**Saved entries**:
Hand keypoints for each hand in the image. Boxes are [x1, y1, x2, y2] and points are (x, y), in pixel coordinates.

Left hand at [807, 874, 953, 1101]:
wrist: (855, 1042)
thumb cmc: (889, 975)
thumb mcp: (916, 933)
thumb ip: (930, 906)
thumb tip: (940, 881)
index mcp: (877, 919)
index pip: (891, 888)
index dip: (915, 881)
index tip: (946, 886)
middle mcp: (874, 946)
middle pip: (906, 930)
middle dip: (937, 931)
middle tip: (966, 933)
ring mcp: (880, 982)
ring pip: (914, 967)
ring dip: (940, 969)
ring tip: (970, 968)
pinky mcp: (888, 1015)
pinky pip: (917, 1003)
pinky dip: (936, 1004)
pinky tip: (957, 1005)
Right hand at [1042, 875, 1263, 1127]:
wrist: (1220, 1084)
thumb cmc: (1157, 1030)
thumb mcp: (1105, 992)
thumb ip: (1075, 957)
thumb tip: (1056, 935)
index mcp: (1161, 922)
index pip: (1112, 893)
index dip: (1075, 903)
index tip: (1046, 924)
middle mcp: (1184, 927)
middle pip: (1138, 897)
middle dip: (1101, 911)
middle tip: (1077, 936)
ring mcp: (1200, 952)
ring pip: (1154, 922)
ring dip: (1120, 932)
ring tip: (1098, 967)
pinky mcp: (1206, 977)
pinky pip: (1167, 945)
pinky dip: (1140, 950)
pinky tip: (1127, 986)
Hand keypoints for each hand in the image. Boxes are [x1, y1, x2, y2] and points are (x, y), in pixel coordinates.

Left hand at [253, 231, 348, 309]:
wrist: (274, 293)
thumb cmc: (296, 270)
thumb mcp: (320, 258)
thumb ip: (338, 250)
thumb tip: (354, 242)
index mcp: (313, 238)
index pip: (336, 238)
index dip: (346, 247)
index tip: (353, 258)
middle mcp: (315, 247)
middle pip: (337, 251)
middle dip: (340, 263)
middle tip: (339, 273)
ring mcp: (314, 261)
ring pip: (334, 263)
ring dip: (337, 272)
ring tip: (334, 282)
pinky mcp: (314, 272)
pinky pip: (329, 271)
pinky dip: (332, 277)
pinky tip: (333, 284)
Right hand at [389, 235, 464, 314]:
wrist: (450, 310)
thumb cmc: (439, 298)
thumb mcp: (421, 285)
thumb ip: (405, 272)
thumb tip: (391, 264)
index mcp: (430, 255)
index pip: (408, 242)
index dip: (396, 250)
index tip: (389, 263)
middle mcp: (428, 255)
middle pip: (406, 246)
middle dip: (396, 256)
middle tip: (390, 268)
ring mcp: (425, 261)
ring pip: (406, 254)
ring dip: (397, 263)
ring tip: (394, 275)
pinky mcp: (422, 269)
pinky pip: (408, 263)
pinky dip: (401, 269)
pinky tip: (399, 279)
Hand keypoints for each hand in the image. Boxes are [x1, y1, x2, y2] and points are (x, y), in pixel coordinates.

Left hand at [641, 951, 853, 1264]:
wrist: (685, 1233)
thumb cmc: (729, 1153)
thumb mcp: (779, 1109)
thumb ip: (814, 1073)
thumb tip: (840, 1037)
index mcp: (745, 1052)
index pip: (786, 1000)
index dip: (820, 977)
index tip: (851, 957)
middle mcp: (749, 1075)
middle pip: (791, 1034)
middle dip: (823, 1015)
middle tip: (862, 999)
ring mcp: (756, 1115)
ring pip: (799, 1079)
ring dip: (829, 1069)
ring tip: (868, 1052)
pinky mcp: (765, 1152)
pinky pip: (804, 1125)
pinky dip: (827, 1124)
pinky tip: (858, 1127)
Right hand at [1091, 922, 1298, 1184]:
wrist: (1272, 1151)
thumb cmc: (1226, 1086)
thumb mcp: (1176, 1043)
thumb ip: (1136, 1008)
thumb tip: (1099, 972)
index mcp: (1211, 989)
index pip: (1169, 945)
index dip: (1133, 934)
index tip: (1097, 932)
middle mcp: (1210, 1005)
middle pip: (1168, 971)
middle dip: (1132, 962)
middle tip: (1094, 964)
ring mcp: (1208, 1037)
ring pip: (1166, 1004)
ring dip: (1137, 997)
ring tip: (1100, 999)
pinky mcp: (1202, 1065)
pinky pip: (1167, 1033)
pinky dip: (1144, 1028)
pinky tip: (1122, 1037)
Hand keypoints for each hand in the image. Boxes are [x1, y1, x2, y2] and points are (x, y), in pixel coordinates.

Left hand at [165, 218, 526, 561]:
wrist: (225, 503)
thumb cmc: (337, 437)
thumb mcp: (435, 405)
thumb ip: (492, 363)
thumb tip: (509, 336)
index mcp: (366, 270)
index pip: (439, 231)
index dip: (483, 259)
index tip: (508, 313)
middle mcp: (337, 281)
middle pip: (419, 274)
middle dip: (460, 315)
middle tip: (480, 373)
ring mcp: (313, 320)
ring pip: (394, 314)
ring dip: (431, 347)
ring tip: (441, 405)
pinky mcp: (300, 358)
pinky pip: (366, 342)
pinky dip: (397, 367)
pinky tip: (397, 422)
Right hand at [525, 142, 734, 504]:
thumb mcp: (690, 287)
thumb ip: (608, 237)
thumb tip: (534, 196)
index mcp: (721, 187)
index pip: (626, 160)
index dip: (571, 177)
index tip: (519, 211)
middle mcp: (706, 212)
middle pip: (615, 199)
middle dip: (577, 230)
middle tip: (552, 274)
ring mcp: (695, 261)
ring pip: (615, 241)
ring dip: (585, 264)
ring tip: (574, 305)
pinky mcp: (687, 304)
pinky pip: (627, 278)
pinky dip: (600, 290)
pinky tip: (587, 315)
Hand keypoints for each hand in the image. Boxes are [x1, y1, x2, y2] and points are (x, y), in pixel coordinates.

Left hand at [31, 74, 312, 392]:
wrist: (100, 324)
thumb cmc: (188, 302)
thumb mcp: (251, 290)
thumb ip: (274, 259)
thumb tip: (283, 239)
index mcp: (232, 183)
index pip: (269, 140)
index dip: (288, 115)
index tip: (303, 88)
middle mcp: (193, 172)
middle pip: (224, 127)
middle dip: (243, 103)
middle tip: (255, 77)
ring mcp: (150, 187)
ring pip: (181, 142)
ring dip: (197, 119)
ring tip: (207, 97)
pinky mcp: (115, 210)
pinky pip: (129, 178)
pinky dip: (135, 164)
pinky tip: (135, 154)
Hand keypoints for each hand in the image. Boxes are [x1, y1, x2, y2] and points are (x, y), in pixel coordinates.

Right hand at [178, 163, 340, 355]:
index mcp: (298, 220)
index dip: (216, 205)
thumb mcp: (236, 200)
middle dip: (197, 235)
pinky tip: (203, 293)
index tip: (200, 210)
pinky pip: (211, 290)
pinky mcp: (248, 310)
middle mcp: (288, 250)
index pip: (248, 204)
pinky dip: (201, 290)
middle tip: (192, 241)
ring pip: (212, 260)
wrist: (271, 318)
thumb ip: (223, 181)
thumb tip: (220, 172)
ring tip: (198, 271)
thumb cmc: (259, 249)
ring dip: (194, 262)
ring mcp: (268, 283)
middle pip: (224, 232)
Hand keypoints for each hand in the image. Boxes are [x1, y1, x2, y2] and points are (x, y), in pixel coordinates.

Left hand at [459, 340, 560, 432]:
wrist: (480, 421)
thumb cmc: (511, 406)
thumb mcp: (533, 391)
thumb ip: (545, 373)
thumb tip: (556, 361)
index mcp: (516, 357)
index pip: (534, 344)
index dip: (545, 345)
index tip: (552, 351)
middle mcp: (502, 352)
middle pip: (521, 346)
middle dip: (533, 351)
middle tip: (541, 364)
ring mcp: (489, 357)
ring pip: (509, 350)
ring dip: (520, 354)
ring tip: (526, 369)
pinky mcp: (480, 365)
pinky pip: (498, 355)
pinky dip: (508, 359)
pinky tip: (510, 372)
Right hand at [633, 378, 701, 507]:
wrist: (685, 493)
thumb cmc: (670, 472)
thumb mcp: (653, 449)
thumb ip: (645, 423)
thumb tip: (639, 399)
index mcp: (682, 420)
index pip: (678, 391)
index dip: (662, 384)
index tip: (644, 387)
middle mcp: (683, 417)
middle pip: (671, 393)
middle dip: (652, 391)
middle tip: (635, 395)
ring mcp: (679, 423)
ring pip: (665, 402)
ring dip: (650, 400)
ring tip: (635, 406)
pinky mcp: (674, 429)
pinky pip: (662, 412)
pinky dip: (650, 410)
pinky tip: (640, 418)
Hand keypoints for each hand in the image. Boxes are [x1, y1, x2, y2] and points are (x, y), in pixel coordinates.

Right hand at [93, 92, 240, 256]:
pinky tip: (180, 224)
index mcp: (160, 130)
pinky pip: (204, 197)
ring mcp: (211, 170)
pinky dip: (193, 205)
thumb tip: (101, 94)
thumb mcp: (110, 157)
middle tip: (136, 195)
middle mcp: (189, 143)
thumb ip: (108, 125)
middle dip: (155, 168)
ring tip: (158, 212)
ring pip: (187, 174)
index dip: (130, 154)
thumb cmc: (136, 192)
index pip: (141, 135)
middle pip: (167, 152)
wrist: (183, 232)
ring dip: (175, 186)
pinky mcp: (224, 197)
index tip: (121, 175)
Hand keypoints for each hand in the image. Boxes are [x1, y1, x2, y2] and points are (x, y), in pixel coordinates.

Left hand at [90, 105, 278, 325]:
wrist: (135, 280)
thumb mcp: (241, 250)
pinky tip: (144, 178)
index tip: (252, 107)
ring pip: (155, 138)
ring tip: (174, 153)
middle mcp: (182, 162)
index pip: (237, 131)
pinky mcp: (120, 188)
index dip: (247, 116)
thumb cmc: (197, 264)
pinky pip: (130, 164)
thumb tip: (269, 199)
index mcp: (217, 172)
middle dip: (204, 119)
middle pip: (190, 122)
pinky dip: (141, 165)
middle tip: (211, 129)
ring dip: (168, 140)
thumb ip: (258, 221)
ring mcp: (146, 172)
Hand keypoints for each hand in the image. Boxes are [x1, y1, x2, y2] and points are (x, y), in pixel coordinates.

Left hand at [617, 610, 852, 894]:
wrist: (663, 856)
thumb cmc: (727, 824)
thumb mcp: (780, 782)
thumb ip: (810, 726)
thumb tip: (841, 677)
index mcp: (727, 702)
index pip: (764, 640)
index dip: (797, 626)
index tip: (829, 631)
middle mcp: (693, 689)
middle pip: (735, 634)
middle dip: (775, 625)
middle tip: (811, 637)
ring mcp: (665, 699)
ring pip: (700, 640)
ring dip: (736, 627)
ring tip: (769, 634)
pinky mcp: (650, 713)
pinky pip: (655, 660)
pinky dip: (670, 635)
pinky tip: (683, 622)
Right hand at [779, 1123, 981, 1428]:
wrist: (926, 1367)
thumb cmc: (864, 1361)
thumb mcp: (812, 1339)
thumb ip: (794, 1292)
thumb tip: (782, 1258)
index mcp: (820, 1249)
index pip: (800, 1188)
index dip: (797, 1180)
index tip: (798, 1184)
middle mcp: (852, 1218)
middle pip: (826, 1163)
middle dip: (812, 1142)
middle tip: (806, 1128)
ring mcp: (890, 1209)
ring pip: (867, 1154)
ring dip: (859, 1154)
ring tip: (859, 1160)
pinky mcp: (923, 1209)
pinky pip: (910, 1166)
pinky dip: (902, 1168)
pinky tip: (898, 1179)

**WHAT THE EXERCISE ASKS**: Please copy the lines in the records above between the one holding "thumb mcp: (251, 290)" and the one holding "pinky mcp: (674, 429)", inclusive, exactly and with no other line.

**TASK OUTPUT**:
thumb mcp: (251, 290)
thumb ip: (274, 259)
thumb tip: (283, 239)
index mcp: (232, 183)
index pip: (269, 140)
index dip: (288, 115)
index tip: (303, 88)
middle mcp: (193, 172)
middle pip: (224, 127)
middle dip: (243, 103)
middle tip: (255, 77)
ring mcp: (150, 187)
ring pip: (181, 142)
ring dip: (197, 119)
ring tip: (207, 97)
pinky mcp: (115, 210)
pinky pip: (129, 178)
pinky dip: (135, 164)
pinky tip: (135, 154)
Hand keypoints for each hand in the image. Boxes are [x1, y1, x2, y2] and points are (x, y), in pixel coordinates.

Right hand at [178, 163, 340, 355]:
index mcp: (298, 220)
index dip: (216, 205)
thumb mcp: (236, 200)
middle dip: (197, 235)
pinky tip: (203, 293)
index tip: (200, 210)
pinky pip: (211, 290)
pinky mcp: (248, 310)
middle mcp: (288, 250)
index pip: (248, 204)
pinky dip: (201, 290)
middle tip: (192, 241)
ring pip: (212, 260)
wrist: (271, 318)
thumb ip: (223, 181)
thumb tip: (220, 172)
ring tip: (198, 271)
thumb cmc: (259, 249)
ring dip: (194, 262)
ring mcp: (268, 283)
middle pip: (224, 232)
Hand keypoints for each hand in the image. Boxes are [x1, y1, x2, y2] and points are (x, y), in pixel coordinates.

Left hand at [459, 340, 560, 432]:
wrist: (480, 421)
thumb cmc: (511, 406)
thumb mcp: (533, 391)
thumb ip: (545, 373)
thumb tip: (556, 361)
index mcp: (516, 357)
index pip: (534, 344)
index dip: (545, 345)
index tip: (552, 351)
middle mcp: (502, 352)
middle pip: (521, 346)
middle dip: (533, 351)
middle tip: (541, 364)
ring mcp: (489, 357)
ring pip: (509, 350)
ring dip: (520, 354)
ring tip: (526, 369)
pinky mcp: (480, 365)
pinky pip: (498, 355)
pinky dip: (508, 359)
pinky tip: (510, 372)
Right hand at [633, 378, 701, 507]:
wrist: (685, 493)
thumb cmc: (670, 472)
thumb mcp: (653, 449)
thumb ip: (645, 423)
thumb tip: (639, 399)
index mcp: (682, 420)
index pip: (678, 391)
index dip: (662, 384)
index tip: (644, 387)
middle mcp: (683, 417)
middle pip: (671, 393)
middle dip: (652, 391)
middle tip: (635, 395)
ring mcp: (679, 423)
ring pip: (665, 402)
ring dip: (650, 400)
ring tip: (635, 406)
pinky mcp: (674, 429)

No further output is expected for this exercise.